La Commission engage une action décisive contre les dangers des euphorisants légaux

Pills

La Commission européenne a proposé aujourd’hui de renforcer la possibilité d’action de l’Union européenne contre les « euphorisants légaux » – nouvelles substances psychoactives qui imitent les effets des drogues illicites comme l’ecstasy ou la cocaïne. Bien que ces nouvelles substances psychoactives soient commercialisées comme alternatives « légales » aux drogues illicites, elles restent dangereuses et peuvent causer la mort. Elles constituent un problème croissant : le nombre de nouvelles substances psychoactives détectées au sein de l’UE a triplé entre 2009 et 2012, les jeunes étant particulièrement menacés. La Commission propose donc des règles plus strictes pour l’UE – un règlement et une directive en vertu desquelles les nouvelles substances psychoactives nocives seront retirées rapidement du marché.

Les propositions de mardi innovent sur deux points:

  • Premièrement, elles permettront une action rapide de l’UE, réduisant le temps nécessaire à l’interdiction d’une substance au sein de l’UE de deux ans minimum à dix mois. De plus, dans le cas d’un danger immédiat, des mesures temporaires pourront être introduites dans un délai de six mois afin de retirer une substance du marché
  • Deuxièmement, elles introduiront un système progressif, mieux proportionné, qui prendra en compte le fait que de nombreuses nouvelles substances psychoactives sont utilisées de façon utile et légitime, comme par exemple dans la production de médicaments. Sous ce nouveau système progressif, les substances comportant un risque modéré seront soumises aux restrictions du marché des consommateurs, tandis que celles comportant un risque sévère seront soumises à des restrictions commerciales complètes. Elles seront aussi soumises à des provisions de droit criminel, comme le sont les drogues illicites.
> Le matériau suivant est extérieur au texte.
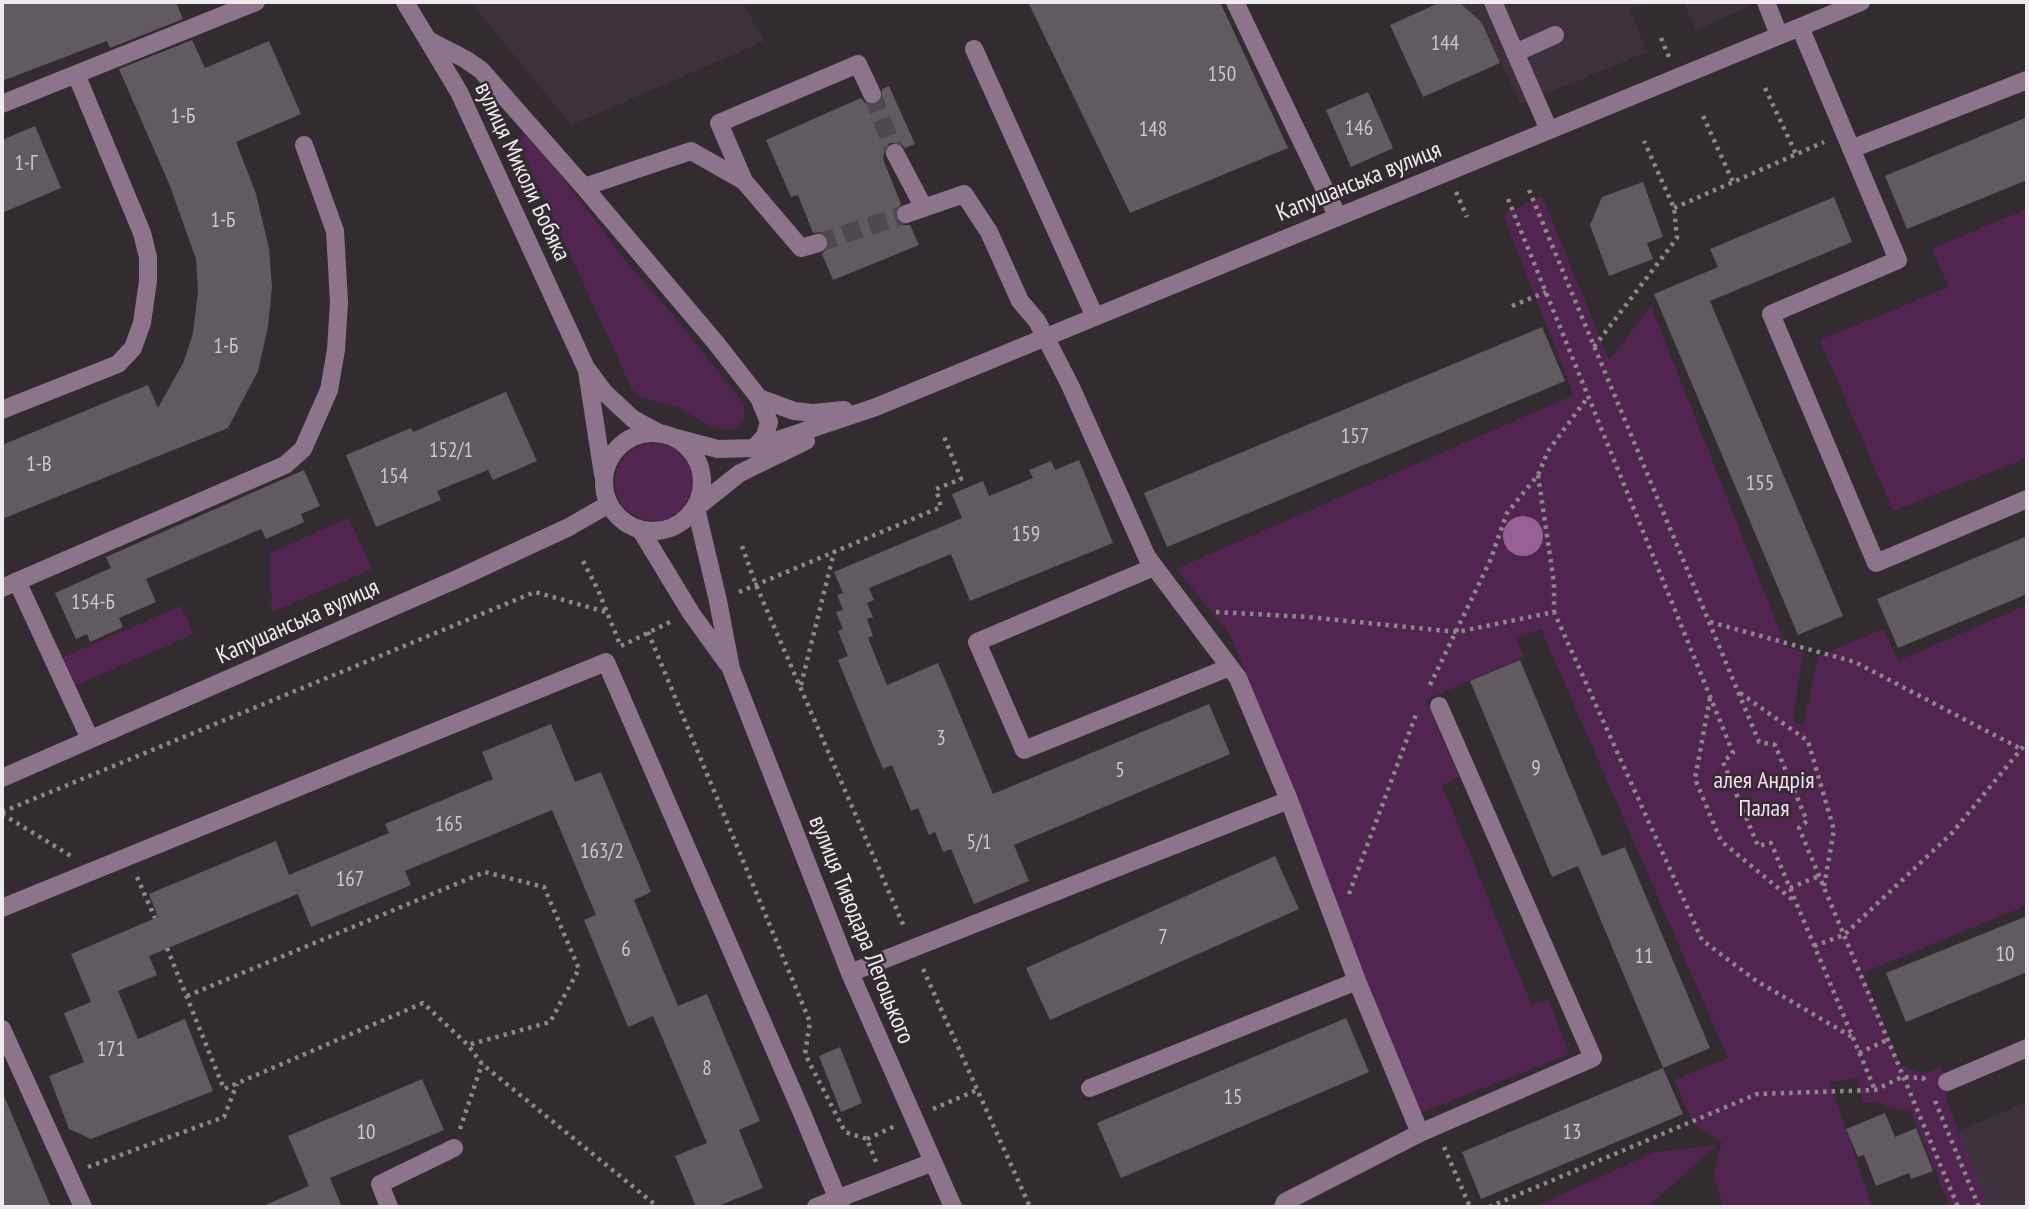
<!DOCTYPE html>
<meta charset="utf-8">
<style>
body{margin:0}
#map{position:relative;width:2029px;height:1209px;overflow:hidden;background:#322c31;font-family:"PT Sans Narrow",sans-serif}
canvas{display:block}
.frame{position:absolute;inset:0;border:4px solid #efecef;pointer-events:none}
</style>
<div id="map">
<canvas width="2029" height="1209"></canvas>
<div class="frame"></div>
</div>
<script>
const context = document.querySelector('canvas').getContext('2d');
context.lineJoin = 'round';
function fillPath(path, color) {
  context.fillStyle = color;
  context.fill(path, 'evenodd');
}
function toPath(rows) {
  const path = new Path2D();
  for (const r of rows) {
    if (r.length === 3) {
      path.moveTo(r[0] + r[2], r[1]);
      path.arc(r[0], r[1], r[2], 0, 2 * Math.PI);
      continue;
    }
    path.moveTo(r[0], r[1]);
    for (let i = 2; i < r.length; i += 2) path.lineTo(r[i], r[i + 1]);
  }
  return path;
}
function strokePath(path, color, width, dash) {
  context.strokeStyle = color;
  context.lineWidth = width;
  context.lineCap = dash ? 'butt' : 'round';
  context.setLineDash(dash || []);
  context.stroke(path);
}
function label(font, color, halo, rows, align = 'center') {
  context.font = font + ' "PT Sans Narrow",sans-serif';
  context.lineWidth = 5;
  context.setLineDash([]);
  context.textBaseline = 'middle';
  context.strokeStyle = halo;
  context.fillStyle = color;
  for (const [text, x, y, turn = 0] of rows) {
    context.save();
    context.translate(x, y);
    context.rotate((+turn || 0) * Math.PI / 180);
    context.textAlign = isNaN(turn) ? turn : align;
    if (halo) context.strokeText(text, 0, 0);
    context.fillText(text, 0, 0);
    context.restore();
  }
}
fillPath(toPath([
 [471,2,742,2,764,41,571,125],
 [1459,2,1651,2,1630,10,1647,52,1521,104,1482,23],
 [1684,2,1747,2,1749,6,1696,31],
 [2027,1102,2027,1207,1989,1207,1958,1131]
]), '#3d323c');
fillPath(toPath([
 [522,135,528,136,562,177,625,260,672,314,733,390,744,404,744,420,737,428,726,430,710,426,679,408,640,397,632,389,516,137],
 [1542,196,1609,360,1651,306,1786,647,1803,652,1793,720,1803,726,1818,656,1884,629,1898,661,2027,605,2027,905,1863,973,1901,1065,1923,1074,1941,1067,1950,1087,1946,1099,1989,1207,1950,1207,1911,1112,1887,1107,1879,1102,1865,1103,1858,1088,1860,1078,1830,1082,1872,1206,1723,1207,1713,1175,1722,1142,1694,1125,1674,1080,1728,1058,1541,629,1516,638,1524,657,1426,700,1459,777,1442,785,1531,1004,1549,1000,1569,1054,1418,1114,1231,636,1176,569,1574,395,1503,215],
 [2027,209,2027,458,1893,511,1820,340,1949,287,1931,249],
 [654,482,39],
 [349,518,372,569,272,612,270,553],
 [181,606,194,634,74,686,61,658],
 [1717,1145,1647,1207,1534,1207,1655,1152]
]), '#522550');
fillPath(toPath([
 [1523,536,20]
]), '#986195');
fillPath(toPath([
 [2,2,176,2,183,19,110,48,107,41,2,81],
 [1028,2,1220,2,1288,148,1130,213],
 [1441,2,1459,2,1482,23,1500,63,1423,97,1390,25],
 [192,40,205,68,269,41,301,114,236,142,256,194,269,248,272,287,268,327,258,371,228,428,2,519,2,445,148,385,158,408,184,361,193,333,198,291,196,259,170,186,119,69],
 [889,86,915,144,905,148,900,143,890,143,885,148,883,159,901,204,895,211,896,218,903,225,910,225,919,245,833,280,822,254,829,246,829,239,821,232,813,233,798,195,791,197,766,140,861,98,866,104,876,105,882,100,882,89],
 [1368,92,1393,148,1351,167,1326,110],
 [2027,117,2027,180,1907,229,1885,176],
 [35,126,61,188,2,213,2,140],
 [1643,182,1663,237,1647,243,1653,259,1609,276,1590,225,1602,197],
 [1834,197,1852,242,1710,301,1843,616,1798,635,1654,294,1718,267,1710,249],
 [1542,327,1565,381,1167,547,1144,493],
 [506,392,537,461,493,480,488,470,437,491,441,500,376,527,346,455,411,428,413,432],
 [1079,460,1113,543,970,601,951,554,869,588,874,600,867,603,873,617,867,619,873,636,868,638,887,685,938,663,993,794,1209,704,1230,754,1014,845,1029,881,974,904,951,849,943,852,935,832,929,835,918,808,911,811,892,765,883,769,872,743,838,660,848,656,838,631,843,629,836,612,843,610,837,595,843,593,834,572,962,518,952,494,983,481,989,496,1033,478,1029,470,1051,461,1055,470],
 [304,470,320,506,301,514,304,522,266,539,261,529,146,579,156,602,119,618,123,627,90,642,87,634,76,639,55,593,111,568,106,557],
 [2027,536,2027,594,1898,648,1877,599],
 [1520,660,1602,856,1625,847,1710,1048,1663,1068,1578,866,1552,877,1470,681],
 [551,724,575,782,601,772,651,892,634,900,678,1006,707,994,760,1121,739,1130,763,1188,716,1207,696,1207,675,1156,707,1143,653,1016,628,1027,584,920,596,915,552,810,405,871,411,885,311,927,293,882,298,894,149,956,157,975,118,991,138,1039,185,1019,213,1091,91,1139,69,1129,49,1076,84,1062,64,1013,91,1002,71,954,158,917,149,894,276,841,289,875,389,833,385,824,493,779,482,752],
 [1275,856,1299,909,1050,1020,1026,968],
 [2027,916,2027,972,1906,1022,1886,973],
 [1346,1018,1369,1072,1121,1178,1097,1123],
 [840,1047,862,1103,841,1112,819,1056],
 [1663,1068,1683,1114,1481,1199,1462,1152],
 [422,1079,444,1130,330,1178,342,1207,261,1207,309,1186,288,1136],
 [2,1091,51,1207,2,1207],
 [1885,1113,1895,1137,1916,1128,1933,1171,1911,1179,1909,1173,1876,1186,1864,1155,1858,1157,1846,1129]
]), '#615b61');
strokePath(toPath([
 [872,94,895,153],
 [818,243,906,214]
]), '#4e494e', 18, [18, 9]);
strokePath(toPath([
 [1661,38,1669,57],
 [1765,88,1796,154],
 [1703,116,1733,182],
 [1529,190,1759,742,1775,745,1807,821,1799,828,1958,1207],
 [1456,192,1467,217],
 [1508,199,1733,753,1723,762,1758,846,1771,843,1875,1090],
 [1674,208,1824,142],
 [1512,306,1546,292],
 [1594,347,1677,238,1674,208,1644,141],
 [1538,475,1554,583,1554,612],
 [742,546,756,585,905,929],
 [583,561,598,590,619,642],
 [739,592,941,507,936,489,961,479,943,434],
 [1216,612,1308,617,1457,632,1554,612,1702,940,1755,980,1852,1037],
 [1710,622,1855,662,2021,749],
 [648,632,810,1022,805,1054,845,1132,867,1139,876,1162],
 [621,646,670,622],
 [801,685,834,552],
 [1430,685,1490,561,1507,513,1538,475,1548,451,1588,397],
 [1740,693,1808,741,1834,830,1824,886],
 [1710,698,1695,779,1721,841,1794,901],
 [2,812,535,592,606,612],
 [2,814,71,856],
 [137,877,155,918],
 [1790,888,1819,876],
 [1349,894,1417,712],
 [1814,946,1844,935,1952,833,2027,742],
 [167,948,224,1089,423,1003,468,1045,482,1064,658,1207],
 [923,969,1030,1207],
 [187,996,485,872,544,887,579,969,550,1022,468,1045],
 [1859,1053,1887,1040],
 [1935,1101,1979,1207],
 [933,1109,977,1090],
 [460,1129,482,1064],
 [867,1139,895,1126],
 [1444,1147,1470,1207],
 [88,1167,224,1117,237,1084],
 [1489,1207,1757,1094,1875,1090,1902,1077,1923,1078,1925,1081]
]), '#8c878b', 4.5, [3.5, 5]);
strokePath(toPath([
 [405,2,459,92,586,368,604,392,633,419,661,434],
 [1235,2,1338,217],
 [1493,2,1549,130],
 [1766,2,1779,35],
 [1800,27,1898,260,1771,314,1876,563,2027,499],
 [430,41,465,59,481,70,584,187,716,343,759,398,769,422,765,436,754,448],
 [974,49,1095,317],
 [1515,53,1555,35],
 [2,104,256,2],
 [1851,149,2027,80],
 [895,153,924,208],
 [744,181,719,123,858,64,872,94],
 [584,187,691,151,744,181,801,248,818,243],
 [906,214,964,194,989,232,1020,301,1037,321,1070,385,1147,557,1238,678,1289,800,1357,981,1420,1133],
 [587,371,603,475],
 [759,398,794,411,813,413,844,410],
 [2,410,118,364,133,348,142,323,148,281,148,257,142,233,76,74],
 [653,482,49],
 [676,438,718,449,754,448,876,407,1861,2],
 [696,508,718,601,731,669,850,973,953,1207],
 [696,508,740,473,806,441],
 [640,529,691,613,727,663],
 [1154,567,977,642,1024,750,1230,667],
 [17,581,90,739],
 [2,588,285,465,303,449,329,390,336,350,339,302,335,231,304,145],
 [2,778,457,579,569,527,609,504],
 [2,908,606,662,802,1113,841,1207],
 [850,973,1289,800],
 [2,1029,83,1207],
 [1947,1082,2027,1048],
 [1090,1088,1357,981],
 [389,1207,380,1184,454,1148],
 [816,1207,933,1162],
 [1283,1207,1285,1202,1420,1133,1593,1058,1439,706]
]), '#8d748b', 18);
label('21px', '#ccc8cc', null, [
 ["144",1445,44],
 ["150",1222,75],
 ["1-Б",183,117],
 ["146",1359,129],
 ["148",1153,130],
 ["1-Г",26,164],
 ["1-Б",223,221],
 ["1-Б",226,347],
 ["157",1355,437],
 ["152/1",451,451],
 ["1-В",39,465],
 ["154",394,477],
 ["155",1760,484],
 ["159",1026,535],
 ["154-Б",93,603],
 ["3",941,739],
 ["9",1536,769],
 ["5",1120,771],
 ["165",449,825],
 ["5/1",979,843],
 ["163/2",602,852],
 ["167",350,880],
 ["7",1163,938],
 ["6",626,950],
 ["10",2005,955],
 ["11",1644,957],
 ["171",111,1050],
 ["8",707,1069],
 ["15",1233,1098],
 ["10",366,1133],
 ["13",1572,1133]
]);
label('24px', '#efecef', '#322c31', [
 ["вулиця Миколи Бобяка",522,172,65],
 ["Капушанська вулиця",1359,182,-22],
 ["Капушанська вулиця",298,622,-24],
 ["вулиця Тиводара Легоцького",861,930,68]
]);
label('24px', '#f9d8f6', '#322c31', [
 ["алея Андрія",1764,781],
 ["Палая",1764,809]
]);
</script>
« Avec un marché intérieur sans frontières, nous avons besoin de règles européennes communes pour faire face à ce problème », a déclaré la vice-présidente Reding, commissaire de l’UE à la justice. Ces substances sont de plus en plus largement accessibles sur Internet et se répandent rapidement à travers l’Europe : 80% des nouvelles substances psychoactives ont été détectées dans plus d’un pays de l’UE. Un rapport Eurobaromètre de 2011 a démontré que les jeunes générations étaient les plus vulnérables.

Les propositions de la Commission doivent encore maintenant être adoptées par le Parlement européen et les États membres du Conseil de l’Union européenne afin de devenir loi.